The designers built a dividing wall to create a lounge/TV area separate from the main living space, but the focus of the work was to source new furniture, primarily from retail outlets.
To set the tone, they took into account the artwork of the owners. Quirky pieces like a framed print that looks like an optometrist’s eye chart but says “I was young and needed the money” and a vivid, oversized portrait of a woman with piercing eyes were clues. , Citron said, that their customers “didn’t want to play it all safe.
A Chesterfield-style sofa and a pair of mid-century egg-shaped chairs were from Restoration Hardware.
Eye-catching upholstery enlivens a vintage wingback chair. The back is covered with a plasticized fabric printed with traffic signs, the front with a thin bespoke stripe.
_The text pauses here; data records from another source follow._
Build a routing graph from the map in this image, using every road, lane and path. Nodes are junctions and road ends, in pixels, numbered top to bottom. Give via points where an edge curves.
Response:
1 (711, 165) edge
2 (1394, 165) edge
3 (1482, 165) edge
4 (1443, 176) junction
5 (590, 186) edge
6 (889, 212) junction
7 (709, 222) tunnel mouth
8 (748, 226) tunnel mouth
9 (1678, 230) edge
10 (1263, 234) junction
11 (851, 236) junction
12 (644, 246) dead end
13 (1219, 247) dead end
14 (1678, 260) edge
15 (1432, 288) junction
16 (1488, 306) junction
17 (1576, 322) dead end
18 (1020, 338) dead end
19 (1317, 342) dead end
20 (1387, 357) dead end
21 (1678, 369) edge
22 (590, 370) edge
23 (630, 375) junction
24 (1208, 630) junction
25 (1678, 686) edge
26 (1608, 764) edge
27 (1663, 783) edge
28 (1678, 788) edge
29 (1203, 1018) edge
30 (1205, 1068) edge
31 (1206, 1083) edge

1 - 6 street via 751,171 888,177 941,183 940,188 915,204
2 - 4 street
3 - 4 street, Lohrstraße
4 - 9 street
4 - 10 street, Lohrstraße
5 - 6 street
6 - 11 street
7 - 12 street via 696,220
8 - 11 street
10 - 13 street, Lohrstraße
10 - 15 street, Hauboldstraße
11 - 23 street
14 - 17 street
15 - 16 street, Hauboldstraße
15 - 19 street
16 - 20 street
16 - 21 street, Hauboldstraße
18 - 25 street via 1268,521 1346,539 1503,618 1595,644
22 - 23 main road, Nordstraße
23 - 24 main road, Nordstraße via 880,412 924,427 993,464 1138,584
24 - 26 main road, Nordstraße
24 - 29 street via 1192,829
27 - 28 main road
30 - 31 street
The overdyed vintage rug was from Nomadic Trading Company; the wall lamp is a creation of Serge Mouille.
Blue vintage chairs and a Saarinen-style pedestal table were enough to create an informal breakfast area.
The dining area is centered on a live table and wire chairs à la Eames from Modernica.
The long hallway leading to the bedrooms has become a gallery of framed photos and artworks, unified by simple wood and metal frames.
Given the generous square footage, a partial wall was enough to create a separate TV area.
The warmth of natural brick envelops the master bedroom, simply furnished with a bed by Brooklyn-based Uhuru Design, a dresser by Los Angeles-based designer Thomas Bina, and a chandelier by lighting studio Apparatus.